Lipoprotein lipase, a key enzyme in the metabolism of triglyceride rich lipoproteins, is stimulated by insulin. In an insulin deficient state, such as suboptimally managed diabetes, there is decreased lipoprotein lipase activity resulting in the accumulation of chylomicrons and other triglyceride rich lipoproteins. Increased levels of these substances are scavenged by macrophages . These lipid-laden macrophages then collect in the dermis of the skin where they can lead to eruptive xanthomas.

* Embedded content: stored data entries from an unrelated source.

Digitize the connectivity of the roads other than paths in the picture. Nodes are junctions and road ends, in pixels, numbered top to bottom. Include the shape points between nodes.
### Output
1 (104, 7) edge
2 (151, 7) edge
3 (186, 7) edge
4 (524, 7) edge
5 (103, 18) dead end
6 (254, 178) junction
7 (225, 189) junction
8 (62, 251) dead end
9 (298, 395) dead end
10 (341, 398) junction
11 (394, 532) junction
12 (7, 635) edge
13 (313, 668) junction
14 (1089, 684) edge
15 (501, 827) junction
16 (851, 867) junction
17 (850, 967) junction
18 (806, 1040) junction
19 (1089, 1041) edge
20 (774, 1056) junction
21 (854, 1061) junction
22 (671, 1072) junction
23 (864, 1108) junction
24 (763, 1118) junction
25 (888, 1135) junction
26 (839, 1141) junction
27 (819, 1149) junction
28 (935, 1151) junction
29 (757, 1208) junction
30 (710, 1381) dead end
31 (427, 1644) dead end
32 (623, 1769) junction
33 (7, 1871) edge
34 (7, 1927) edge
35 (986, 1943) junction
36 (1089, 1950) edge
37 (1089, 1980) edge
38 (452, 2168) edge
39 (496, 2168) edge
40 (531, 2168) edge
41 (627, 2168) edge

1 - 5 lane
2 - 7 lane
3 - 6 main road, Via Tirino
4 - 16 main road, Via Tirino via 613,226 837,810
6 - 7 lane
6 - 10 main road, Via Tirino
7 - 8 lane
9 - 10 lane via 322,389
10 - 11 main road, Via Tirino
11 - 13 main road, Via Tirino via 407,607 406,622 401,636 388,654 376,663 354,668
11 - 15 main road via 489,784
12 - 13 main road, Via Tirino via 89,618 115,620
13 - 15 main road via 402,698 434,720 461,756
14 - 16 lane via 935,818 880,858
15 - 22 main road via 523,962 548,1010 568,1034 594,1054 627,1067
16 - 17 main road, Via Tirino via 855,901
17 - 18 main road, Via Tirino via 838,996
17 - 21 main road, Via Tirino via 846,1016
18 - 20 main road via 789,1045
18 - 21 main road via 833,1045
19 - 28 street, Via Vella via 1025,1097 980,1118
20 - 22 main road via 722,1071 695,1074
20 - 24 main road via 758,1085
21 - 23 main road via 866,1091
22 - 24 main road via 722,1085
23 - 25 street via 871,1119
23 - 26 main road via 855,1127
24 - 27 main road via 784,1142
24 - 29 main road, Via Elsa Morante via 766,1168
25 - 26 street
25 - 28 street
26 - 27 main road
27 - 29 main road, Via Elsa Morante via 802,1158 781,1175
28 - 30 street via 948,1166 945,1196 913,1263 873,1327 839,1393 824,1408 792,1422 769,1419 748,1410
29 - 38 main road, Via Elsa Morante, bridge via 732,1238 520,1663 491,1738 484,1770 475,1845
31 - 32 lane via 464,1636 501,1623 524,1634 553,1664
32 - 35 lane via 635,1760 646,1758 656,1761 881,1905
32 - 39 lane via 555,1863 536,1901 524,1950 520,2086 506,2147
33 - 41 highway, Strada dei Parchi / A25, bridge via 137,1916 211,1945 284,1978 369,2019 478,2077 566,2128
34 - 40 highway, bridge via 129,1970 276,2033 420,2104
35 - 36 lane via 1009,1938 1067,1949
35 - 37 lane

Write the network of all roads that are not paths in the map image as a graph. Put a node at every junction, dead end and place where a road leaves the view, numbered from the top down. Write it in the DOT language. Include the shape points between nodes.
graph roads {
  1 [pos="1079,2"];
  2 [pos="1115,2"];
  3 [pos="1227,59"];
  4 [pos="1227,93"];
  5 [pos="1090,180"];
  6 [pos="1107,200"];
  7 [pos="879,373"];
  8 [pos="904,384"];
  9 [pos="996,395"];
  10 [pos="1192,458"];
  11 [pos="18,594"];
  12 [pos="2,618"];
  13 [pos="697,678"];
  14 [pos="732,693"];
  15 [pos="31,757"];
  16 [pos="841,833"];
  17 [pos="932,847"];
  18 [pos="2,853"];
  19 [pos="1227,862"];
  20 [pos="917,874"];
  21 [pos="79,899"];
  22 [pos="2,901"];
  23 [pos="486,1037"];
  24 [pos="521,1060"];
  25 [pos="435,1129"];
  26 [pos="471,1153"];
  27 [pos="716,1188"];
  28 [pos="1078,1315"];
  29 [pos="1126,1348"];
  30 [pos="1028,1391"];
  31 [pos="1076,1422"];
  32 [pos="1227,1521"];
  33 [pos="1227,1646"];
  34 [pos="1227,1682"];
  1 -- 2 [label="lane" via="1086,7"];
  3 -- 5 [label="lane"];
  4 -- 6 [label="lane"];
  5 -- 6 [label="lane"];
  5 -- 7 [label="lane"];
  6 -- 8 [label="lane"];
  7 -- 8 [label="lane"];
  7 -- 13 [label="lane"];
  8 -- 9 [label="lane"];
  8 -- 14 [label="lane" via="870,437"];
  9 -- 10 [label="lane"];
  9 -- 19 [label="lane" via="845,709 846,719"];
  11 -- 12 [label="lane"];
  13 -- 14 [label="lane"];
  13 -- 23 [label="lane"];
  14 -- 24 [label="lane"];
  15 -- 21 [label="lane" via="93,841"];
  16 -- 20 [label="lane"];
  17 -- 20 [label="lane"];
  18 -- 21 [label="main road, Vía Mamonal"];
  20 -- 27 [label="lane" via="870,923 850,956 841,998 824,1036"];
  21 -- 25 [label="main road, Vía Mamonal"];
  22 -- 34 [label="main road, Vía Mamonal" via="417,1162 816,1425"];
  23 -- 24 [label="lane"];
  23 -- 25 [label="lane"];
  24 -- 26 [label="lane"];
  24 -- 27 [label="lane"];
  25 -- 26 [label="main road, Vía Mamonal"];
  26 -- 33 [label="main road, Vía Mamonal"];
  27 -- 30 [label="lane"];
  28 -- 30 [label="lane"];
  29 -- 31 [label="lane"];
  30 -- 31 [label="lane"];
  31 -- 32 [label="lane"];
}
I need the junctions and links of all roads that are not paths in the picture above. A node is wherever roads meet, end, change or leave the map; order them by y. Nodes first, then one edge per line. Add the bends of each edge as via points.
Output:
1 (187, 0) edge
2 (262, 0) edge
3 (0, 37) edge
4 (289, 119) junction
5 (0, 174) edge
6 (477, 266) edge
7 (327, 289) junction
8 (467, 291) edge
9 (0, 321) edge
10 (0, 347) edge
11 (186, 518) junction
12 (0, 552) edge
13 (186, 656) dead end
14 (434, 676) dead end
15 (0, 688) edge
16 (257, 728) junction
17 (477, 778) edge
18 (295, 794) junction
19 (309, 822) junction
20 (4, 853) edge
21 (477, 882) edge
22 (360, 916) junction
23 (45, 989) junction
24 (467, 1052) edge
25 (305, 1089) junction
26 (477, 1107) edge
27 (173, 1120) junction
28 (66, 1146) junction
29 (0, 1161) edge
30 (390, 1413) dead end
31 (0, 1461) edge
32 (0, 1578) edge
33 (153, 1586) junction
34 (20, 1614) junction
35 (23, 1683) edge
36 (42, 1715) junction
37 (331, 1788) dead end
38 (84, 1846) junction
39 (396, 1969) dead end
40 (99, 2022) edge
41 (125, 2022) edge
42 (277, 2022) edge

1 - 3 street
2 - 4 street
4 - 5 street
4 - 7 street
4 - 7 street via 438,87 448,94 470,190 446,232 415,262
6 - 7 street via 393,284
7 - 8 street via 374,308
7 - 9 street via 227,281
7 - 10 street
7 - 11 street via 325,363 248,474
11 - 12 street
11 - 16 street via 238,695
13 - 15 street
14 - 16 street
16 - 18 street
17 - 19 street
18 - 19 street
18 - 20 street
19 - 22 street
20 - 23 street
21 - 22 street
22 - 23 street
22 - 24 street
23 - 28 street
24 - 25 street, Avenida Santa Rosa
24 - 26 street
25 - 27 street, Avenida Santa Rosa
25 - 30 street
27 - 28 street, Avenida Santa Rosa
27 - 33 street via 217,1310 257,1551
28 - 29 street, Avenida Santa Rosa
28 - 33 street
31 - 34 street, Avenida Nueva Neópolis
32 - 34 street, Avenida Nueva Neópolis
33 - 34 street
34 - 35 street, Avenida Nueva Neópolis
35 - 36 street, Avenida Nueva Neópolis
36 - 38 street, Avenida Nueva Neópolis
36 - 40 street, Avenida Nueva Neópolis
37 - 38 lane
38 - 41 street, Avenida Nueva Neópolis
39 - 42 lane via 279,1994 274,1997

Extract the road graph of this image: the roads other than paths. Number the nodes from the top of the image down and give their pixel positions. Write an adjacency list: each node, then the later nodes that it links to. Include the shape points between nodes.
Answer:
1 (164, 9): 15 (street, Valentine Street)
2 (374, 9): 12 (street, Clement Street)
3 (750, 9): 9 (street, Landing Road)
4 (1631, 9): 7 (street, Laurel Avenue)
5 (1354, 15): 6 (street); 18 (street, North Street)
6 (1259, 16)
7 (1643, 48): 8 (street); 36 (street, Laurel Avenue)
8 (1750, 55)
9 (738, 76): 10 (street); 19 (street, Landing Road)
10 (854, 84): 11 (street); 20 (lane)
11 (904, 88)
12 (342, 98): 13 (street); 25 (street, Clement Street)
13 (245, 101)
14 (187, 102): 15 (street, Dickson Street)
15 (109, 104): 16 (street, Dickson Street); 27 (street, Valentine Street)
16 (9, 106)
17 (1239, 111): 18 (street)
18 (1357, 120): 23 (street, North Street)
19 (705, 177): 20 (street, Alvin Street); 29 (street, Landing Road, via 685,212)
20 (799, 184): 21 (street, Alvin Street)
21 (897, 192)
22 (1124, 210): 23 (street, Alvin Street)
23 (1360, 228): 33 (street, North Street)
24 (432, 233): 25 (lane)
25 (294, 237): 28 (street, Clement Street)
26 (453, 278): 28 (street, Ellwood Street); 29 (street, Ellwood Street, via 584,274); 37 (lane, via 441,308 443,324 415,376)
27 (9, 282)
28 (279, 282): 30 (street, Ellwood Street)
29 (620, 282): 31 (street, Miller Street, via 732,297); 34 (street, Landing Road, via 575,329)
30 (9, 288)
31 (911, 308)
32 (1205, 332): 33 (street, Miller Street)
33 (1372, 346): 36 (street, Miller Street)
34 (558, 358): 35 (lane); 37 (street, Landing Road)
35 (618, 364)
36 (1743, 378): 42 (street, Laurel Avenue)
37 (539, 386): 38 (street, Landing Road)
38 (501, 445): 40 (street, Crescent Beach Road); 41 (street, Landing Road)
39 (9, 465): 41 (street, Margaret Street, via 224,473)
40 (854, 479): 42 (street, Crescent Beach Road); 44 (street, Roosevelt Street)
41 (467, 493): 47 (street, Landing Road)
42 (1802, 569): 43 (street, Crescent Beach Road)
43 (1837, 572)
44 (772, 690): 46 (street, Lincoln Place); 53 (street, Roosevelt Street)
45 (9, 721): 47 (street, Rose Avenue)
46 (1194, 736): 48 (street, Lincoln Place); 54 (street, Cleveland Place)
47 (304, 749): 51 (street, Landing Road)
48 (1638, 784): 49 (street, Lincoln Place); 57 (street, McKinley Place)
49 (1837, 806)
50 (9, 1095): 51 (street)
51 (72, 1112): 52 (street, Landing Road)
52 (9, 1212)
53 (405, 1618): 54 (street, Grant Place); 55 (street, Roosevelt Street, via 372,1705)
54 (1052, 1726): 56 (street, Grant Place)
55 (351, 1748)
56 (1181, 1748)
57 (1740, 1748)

This condition can resolve with improved glycaemic control and a reduction in serum triglyceride levels. This may be achieved with fibrates or omega-3-fatty acids in addition to an appropriate insulin regimen.

Vitiligo

Vitiligo is an acquired autoimmune disorder involving melanocyte destruction. People with vitiligo present with scattered well-demarcated areas of depigmentation that can occur anywhere on the body, but frequently involves the acral surfaces and the face. Whereas about 1% of the general population is affected by vitiligo, vitiligo is much more prevalent in those with diabetes mellitus. Vitiligo occurs more frequently in women and is also more common in type 1 than in type 2 diabetes mellitus. Coinciding vitiligo and type 1 diabetes mellitus may be associated with endocrine autoimmune abnormalities of the gastric parietal cells, adrenal, or thyroid.